▼

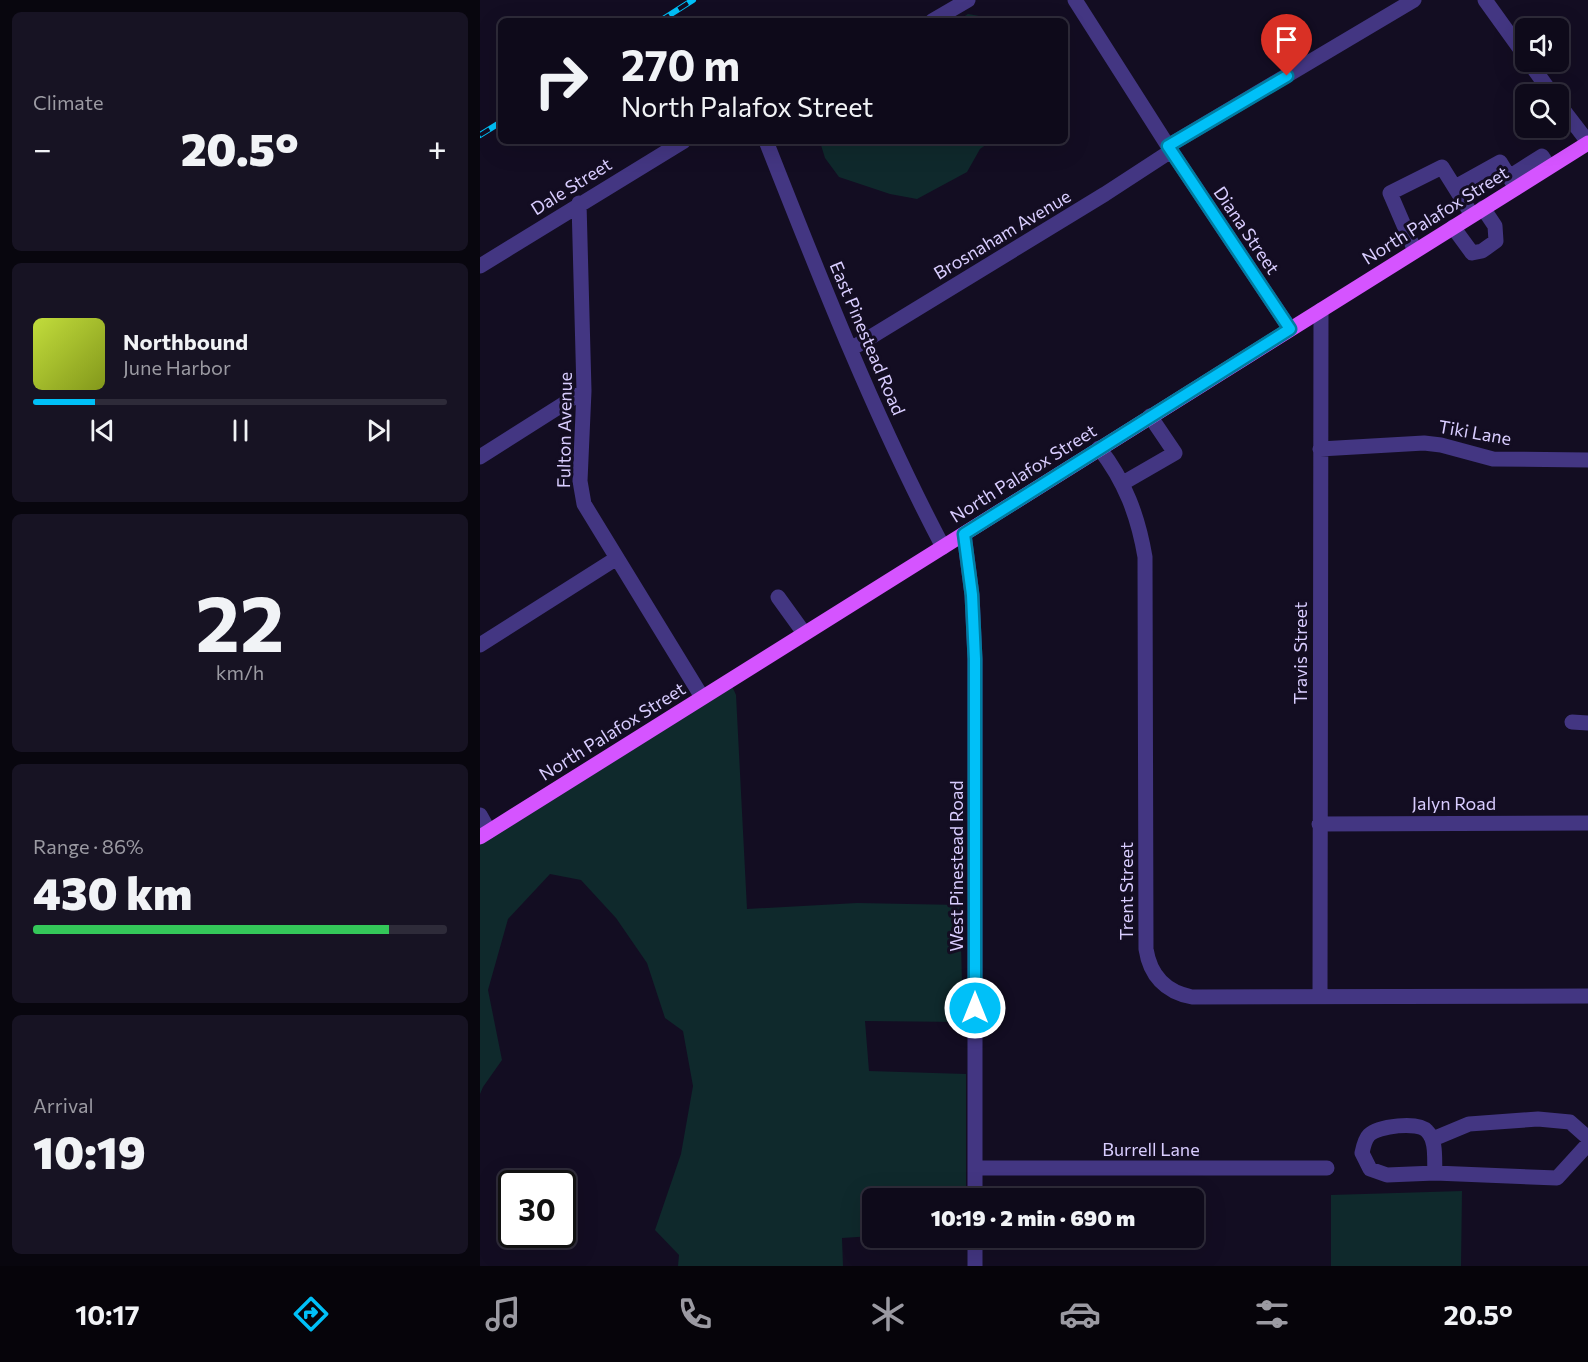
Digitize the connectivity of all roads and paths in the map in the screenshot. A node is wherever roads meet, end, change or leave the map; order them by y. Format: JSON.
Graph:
{"nodes":[{"id":1,"x":968,"y":0,"type":"edge"},
{"id":2,"x":1074,"y":0,"type":"edge"},
{"id":3,"x":1414,"y":0,"type":"edge"},
{"id":4,"x":1485,"y":0,"type":"edge"},
{"id":5,"x":937,"y":18,"type":"edge"},
{"id":6,"x":1515,"y":42,"type":"edge"},
{"id":7,"x":1569,"y":118,"type":"edge"},
{"id":8,"x":1588,"y":142,"type":"edge"},
{"id":9,"x":679,"y":144,"type":"edge"},
{"id":10,"x":767,"y":144,"type":"edge"},
{"id":11,"x":1170,"y":149,"type":"junction"},
{"id":12,"x":1512,"y":183,"type":"junction"},
{"id":13,"x":1455,"y":188,"type":"junction"},
{"id":14,"x":579,"y":203,"type":"junction"},
{"id":15,"x":1478,"y":211,"type":"junction"},
{"id":16,"x":1453,"y":227,"type":"junction"},
{"id":17,"x":1415,"y":251,"type":"junction"},
{"id":18,"x":480,"y":266,"type":"edge"},
{"id":19,"x":1321,"y":310,"type":"junction"},
{"id":20,"x":1290,"y":329,"type":"junction"},
{"id":21,"x":851,"y":349,"type":"junction"},
{"id":22,"x":584,"y":391,"type":"junction"},
{"id":23,"x":1150,"y":416,"type":"junction"},
{"id":24,"x":1099,"y":448,"type":"junction"},
{"id":25,"x":1320,"y":449,"type":"junction"},
{"id":26,"x":480,"y":457,"type":"edge"},
{"id":27,"x":1588,"y":460,"type":"edge"},
{"id":28,"x":1123,"y":483,"type":"junction"},
{"id":29,"x":964,"y":534,"type":"junction"},
{"id":30,"x":943,"y":547,"type":"junction"},
{"id":31,"x":617,"y":558,"type":"junction"},
{"id":32,"x":778,"y":597,"type":"dead end"},
{"id":33,"x":804,"y":633,"type":"junction"},
{"id":34,"x":480,"y":645,"type":"edge"},
{"id":35,"x":702,"y":697,"type":"junction"},
{"id":36,"x":1572,"y":722,"type":"dead end"},
{"id":37,"x":1588,"y":723,"type":"edge"},
{"id":38,"x":480,"y":815,"type":"edge"},
{"id":39,"x":1588,"y":823,"type":"edge"},
{"id":40,"x":1319,"y":824,"type":"junction"},
{"id":41,"x":485,"y":834,"type":"edge"},
{"id":42,"x":1320,"y":996,"type":"junction"},
{"id":43,"x":1588,"y":996,"type":"edge"},
{"id":44,"x":1588,"y":1138,"type":"edge"},
{"id":45,"x":1433,"y":1139,"type":"junction"},
{"id":46,"x":1588,"y":1144,"type":"edge"},
{"id":47,"x":975,"y":1168,"type":"junction"},
{"id":48,"x":1327,"y":1168,"type":"dead end"},
{"id":49,"x":1436,"y":1173,"type":"junction"},
{"id":50,"x":975,"y":1188,"type":"edge"},
{"id":51,"x":975,"y":1248,"type":"edge"},
{"id":52,"x":975,"y":1266,"type":"edge"}],
"edges":[{"from":1,"to":5,"type":"street"},
{"from":2,"to":11,"type":"street","name":"Diana Street"},
{"from":3,"to":11,"type":"street","name":"Brosnaham Avenue"},
{"from":4,"to":6,"type":"street"},
{"from":7,"to":8,"type":"street"},
{"from":8,"to":12,"type":"main road","name":"North Palafox Street"},
{"from":9,"to":14,"type":"street","name":"Dale Street"},
{"from":10,"to":21,"type":"street","name":"East Pinestead Road"},
{"from":11,"to":20,"type":"street","name":"Diana Street"},
{"from":11,"to":21,"type":"street","name":"Brosnaham Avenue"},
{"from":12,"to":13,"type":"street"},
{"from":12,"to":15,"type":"main road","name":"North Palafox Street"},
{"from":13,"to":15,"type":"street"},
{"from":13,"to":17,"type":"street"},
{"from":14,"to":18,"type":"street","name":"Dale Street"},
{"from":14,"to":22,"type":"street","name":"Fulton Avenue"},
{"from":15,"to":16,"type":"main road","name":"North Palafox Street"},
{"from":15,"to":16,"type":"street"},
{"from":16,"to":17,"type":"main road","name":"North Palafox Street"},
{"from":17,"to":19,"type":"main road","name":"North Palafox Street"},
{"from":19,"to":20,"type":"main road","name":"North Palafox Street"},
{"from":19,"to":25,"type":"street","name":"Travis Street"},
{"from":20,"to":23,"type":"main road","name":"North Palafox Street"},
{"from":21,"to":30,"type":"street","name":"East Pinestead Road"},
{"from":22,"to":26,"type":"street"},
{"from":22,"to":31,"type":"street","name":"Fulton Avenue"},
{"from":23,"to":24,"type":"main road","name":"North Palafox Street"},
{"from":23,"to":28,"type":"street"},
{"from":24,"to":28,"type":"street","name":"Trent Street"},
{"from":24,"to":29,"type":"main road","name":"North Palafox Street"},
{"from":25,"to":27,"type":"street","name":"Tiki Lane"},
{"from":25,"to":40,"type":"street","name":"Travis Street"},
{"from":28,"to":42,"type":"street","name":"Trent Street"},
{"from":29,"to":30,"type":"main road","name":"North Palafox Street"},
{"from":29,"to":47,"type":"street","name":"West Pinestead Road"},
{"from":30,"to":33,"type":"main road","name":"North Palafox Street"},
{"from":31,"to":34,"type":"street"},
{"from":31,"to":35,"type":"street","name":"Fulton Avenue"},
{"from":32,"to":33,"type":"street"},
{"from":33,"to":35,"type":"main road","name":"North Palafox Street"},
{"from":35,"to":41,"type":"main road","name":"North Palafox Street"},
{"from":36,"to":37,"type":"street"},
{"from":38,"to":41,"type":"street"},
{"from":39,"to":40,"type":"street","name":"Jalyn Road"},
{"from":40,"to":42,"type":"street","name":"Travis Street"},
{"from":42,"to":43,"type":"street","name":"Trent Street"},
{"from":44,"to":45,"type":"street"},
{"from":45,"to":49,"type":"street"},
{"from":45,"to":49,"type":"street"},
{"from":46,"to":49,"type":"street"},
{"from":47,"to":48,"type":"street","name":"Burrell Lane"},
{"from":47,"to":50,"type":"street","name":"West Pinestead Road"},
{"from":51,"to":52,"type":"street"}]}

▲

**YOUR GOAL**
Search the records above for the word "Fulton" and give the number of lines where it occurs, nothing else.

**EXERCISE ANSWER**
3